Let $p$ be prime and let $f \in \mathbb{F}_p[X]$ with no repeated roots. Let $k \in \mathbb{N}^*$ such that $\deg(f) > p^k$. Show that $f$ has an irreducible divisor of degree $> k$.
My work so far: $f$ can not split over $\mathbb{F}_{p^k}$. Now I'm stuck already.
On
For every $l\in\mathbb{N}$, the extension $\mathbb{F}_{p^l}/\mathbb{F}_p$ is normal, thus every irreducible polynomial of degree $l$ over $\mathbb{F}_p$ splits in $\mathbb{F}_{p^l}$. Assume that all irreducible components of $f$ are of degree $\leq k$, then each one of them splits in $\mathbb{F}_{p^k}$, thus $f$ splits in $\mathbb{F}_{p^k}$, which is impossible, as you observed yourself.
Correct me if I am wrong, but I think the proposition is actually not correct.

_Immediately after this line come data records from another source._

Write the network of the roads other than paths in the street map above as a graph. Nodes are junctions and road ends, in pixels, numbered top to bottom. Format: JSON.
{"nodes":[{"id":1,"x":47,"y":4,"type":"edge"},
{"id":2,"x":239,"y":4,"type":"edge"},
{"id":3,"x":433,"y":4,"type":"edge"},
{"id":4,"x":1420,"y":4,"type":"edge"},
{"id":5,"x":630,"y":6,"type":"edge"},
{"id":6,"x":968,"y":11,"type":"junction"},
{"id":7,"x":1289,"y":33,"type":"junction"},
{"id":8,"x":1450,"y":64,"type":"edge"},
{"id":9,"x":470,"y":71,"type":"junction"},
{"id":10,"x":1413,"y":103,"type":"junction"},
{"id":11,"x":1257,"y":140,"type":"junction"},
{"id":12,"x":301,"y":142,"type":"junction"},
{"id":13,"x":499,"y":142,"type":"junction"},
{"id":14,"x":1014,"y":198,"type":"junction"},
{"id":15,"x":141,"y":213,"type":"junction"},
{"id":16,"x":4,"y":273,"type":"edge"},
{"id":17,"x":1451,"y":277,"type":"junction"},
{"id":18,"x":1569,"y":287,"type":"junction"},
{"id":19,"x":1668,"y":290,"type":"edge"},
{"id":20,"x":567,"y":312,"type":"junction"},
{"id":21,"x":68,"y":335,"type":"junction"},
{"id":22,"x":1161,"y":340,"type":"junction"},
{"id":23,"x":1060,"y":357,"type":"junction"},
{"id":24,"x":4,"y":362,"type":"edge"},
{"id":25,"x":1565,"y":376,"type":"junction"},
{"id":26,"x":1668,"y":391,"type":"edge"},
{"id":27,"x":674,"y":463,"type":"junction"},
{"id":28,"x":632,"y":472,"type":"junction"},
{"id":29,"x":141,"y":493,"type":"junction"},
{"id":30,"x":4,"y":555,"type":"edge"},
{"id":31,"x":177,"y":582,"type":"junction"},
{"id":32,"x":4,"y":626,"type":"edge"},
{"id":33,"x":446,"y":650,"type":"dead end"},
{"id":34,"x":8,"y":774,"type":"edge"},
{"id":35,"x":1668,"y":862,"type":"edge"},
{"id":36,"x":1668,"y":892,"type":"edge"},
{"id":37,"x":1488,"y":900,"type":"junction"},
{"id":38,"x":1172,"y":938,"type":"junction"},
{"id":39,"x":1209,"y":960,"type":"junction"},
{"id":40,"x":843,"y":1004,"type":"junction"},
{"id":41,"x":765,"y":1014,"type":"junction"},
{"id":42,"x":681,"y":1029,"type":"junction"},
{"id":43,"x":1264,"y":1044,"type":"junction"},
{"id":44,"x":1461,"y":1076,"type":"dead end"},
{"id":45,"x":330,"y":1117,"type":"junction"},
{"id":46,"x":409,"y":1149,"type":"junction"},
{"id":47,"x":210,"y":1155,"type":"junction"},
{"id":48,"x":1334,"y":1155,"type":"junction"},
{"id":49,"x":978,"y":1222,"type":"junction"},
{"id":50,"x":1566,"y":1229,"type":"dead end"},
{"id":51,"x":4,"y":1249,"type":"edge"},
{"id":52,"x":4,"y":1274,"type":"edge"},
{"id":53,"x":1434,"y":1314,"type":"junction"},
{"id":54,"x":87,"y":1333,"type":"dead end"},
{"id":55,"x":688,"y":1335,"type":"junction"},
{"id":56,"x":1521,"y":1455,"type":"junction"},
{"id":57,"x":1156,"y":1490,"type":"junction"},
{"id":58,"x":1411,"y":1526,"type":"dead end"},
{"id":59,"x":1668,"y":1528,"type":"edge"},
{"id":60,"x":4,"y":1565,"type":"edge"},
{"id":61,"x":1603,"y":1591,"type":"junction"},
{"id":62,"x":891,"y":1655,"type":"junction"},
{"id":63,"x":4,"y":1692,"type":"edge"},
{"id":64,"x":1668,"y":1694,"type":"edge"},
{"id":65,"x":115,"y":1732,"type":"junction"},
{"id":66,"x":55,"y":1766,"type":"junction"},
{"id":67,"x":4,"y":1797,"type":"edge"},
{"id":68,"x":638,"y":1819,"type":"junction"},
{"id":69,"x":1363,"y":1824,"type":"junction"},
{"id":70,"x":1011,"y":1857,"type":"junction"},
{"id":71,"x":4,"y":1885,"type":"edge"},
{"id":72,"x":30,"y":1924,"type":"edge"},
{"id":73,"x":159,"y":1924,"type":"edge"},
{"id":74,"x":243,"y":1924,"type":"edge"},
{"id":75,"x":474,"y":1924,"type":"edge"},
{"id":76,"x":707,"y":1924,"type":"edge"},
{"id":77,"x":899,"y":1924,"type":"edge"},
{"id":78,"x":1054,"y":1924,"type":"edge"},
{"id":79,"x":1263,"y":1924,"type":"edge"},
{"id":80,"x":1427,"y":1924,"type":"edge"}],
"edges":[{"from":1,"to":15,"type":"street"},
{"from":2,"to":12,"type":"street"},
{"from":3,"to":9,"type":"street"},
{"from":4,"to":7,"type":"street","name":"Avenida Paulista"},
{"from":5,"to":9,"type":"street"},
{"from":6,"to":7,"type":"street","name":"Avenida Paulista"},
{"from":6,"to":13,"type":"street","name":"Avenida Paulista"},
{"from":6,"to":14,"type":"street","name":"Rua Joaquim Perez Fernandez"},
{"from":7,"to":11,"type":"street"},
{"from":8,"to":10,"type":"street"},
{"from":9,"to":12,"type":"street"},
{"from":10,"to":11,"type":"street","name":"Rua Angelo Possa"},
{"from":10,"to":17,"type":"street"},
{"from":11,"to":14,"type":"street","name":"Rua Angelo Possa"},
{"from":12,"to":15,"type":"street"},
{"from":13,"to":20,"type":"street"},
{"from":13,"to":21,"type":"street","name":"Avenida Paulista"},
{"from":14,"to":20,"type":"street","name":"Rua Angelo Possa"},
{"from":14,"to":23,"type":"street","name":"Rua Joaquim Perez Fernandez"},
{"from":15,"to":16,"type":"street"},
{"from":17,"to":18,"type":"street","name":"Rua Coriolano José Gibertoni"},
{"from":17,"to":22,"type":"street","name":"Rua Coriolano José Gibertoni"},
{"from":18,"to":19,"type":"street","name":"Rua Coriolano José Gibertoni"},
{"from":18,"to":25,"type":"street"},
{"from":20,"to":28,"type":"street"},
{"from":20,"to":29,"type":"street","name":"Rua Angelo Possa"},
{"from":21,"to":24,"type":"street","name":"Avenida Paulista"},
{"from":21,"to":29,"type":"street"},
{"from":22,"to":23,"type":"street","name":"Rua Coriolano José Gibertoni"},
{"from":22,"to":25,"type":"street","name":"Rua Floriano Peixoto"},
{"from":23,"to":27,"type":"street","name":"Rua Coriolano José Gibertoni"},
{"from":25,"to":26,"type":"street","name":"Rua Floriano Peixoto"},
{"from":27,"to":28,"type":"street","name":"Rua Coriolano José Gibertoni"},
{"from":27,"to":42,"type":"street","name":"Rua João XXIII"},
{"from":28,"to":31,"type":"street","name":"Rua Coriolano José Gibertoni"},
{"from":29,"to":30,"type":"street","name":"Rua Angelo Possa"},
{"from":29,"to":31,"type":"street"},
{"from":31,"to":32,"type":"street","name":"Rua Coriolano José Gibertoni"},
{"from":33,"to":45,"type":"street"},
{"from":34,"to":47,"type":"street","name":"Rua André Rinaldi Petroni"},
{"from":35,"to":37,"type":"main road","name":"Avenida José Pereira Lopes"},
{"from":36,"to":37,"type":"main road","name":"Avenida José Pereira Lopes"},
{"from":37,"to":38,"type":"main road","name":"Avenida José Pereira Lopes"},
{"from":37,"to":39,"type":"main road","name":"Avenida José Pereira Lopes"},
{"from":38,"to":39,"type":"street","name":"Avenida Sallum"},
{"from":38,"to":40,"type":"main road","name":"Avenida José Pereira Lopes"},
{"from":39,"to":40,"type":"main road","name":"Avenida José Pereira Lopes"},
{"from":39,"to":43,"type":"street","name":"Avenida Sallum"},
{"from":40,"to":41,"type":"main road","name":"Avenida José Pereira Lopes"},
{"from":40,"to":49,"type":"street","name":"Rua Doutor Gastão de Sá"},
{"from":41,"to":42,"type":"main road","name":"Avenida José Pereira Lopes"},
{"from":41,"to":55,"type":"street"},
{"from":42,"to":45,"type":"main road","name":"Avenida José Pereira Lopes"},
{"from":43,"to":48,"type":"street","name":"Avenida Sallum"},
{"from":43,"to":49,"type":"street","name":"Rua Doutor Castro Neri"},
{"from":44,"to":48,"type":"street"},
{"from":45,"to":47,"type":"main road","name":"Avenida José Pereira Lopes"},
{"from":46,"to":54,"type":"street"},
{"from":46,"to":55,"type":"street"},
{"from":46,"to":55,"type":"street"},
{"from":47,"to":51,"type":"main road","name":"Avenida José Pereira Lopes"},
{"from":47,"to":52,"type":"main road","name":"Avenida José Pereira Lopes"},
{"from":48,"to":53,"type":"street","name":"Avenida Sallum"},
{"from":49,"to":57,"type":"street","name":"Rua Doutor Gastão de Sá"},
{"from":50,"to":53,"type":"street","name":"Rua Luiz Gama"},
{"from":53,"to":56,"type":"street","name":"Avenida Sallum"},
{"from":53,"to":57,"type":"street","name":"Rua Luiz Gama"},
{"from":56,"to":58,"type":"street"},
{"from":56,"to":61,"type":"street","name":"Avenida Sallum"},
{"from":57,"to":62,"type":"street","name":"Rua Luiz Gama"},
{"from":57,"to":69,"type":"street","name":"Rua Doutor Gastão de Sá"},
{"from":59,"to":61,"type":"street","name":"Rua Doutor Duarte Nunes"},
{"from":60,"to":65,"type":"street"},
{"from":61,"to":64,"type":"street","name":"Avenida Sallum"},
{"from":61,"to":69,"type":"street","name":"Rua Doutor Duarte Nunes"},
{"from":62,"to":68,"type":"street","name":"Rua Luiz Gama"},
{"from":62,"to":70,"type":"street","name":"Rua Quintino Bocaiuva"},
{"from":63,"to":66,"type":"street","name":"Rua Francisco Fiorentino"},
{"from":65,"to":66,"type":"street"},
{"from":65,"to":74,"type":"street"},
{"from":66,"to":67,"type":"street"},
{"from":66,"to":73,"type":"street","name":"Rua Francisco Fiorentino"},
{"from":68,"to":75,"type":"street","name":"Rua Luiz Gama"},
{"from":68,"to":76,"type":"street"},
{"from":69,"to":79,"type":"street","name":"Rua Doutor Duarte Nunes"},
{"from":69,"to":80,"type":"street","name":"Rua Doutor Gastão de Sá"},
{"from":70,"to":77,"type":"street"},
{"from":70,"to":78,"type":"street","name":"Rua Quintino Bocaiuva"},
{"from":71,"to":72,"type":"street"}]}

As a counterexample, consider $$f = (x^8 - x) \cdot (x^2 + x + 1) = x (x-1) (x^2 + x + 1) (x^3 + x + 1) (x^3 + x^2 + 1)$$ over $\Bbb F_2$. It has degree $10 > 2^3$ and no repeated roots, yet all irreducible factors have degree $\le 3$ (the problem is that $x^2 + x + 1$ does not split in $\Bbb F_8$).
One proof strategy (for a salvage) would be the following: Consider all algebraic elements over $\Bbb F_p$ whose minimal polynomial (over $\Bbb F_p$) has degree $\le k$. If $f$ has no irreducible factor of degree $> k$ then all the roots of $f$ are among these algebraic elements. The worst-case clearly is when $f$ has all of these elements as its roots. Thus we must replace $p^k$ by the number of these algebraic elements. Clearly, $p + p^2 + \dots + p^k$ would work but the bound can definitely be made better (should not be too hard if you think a while about it, I don't have the time right now). In particular, $p^{k+1}$ is sufficient.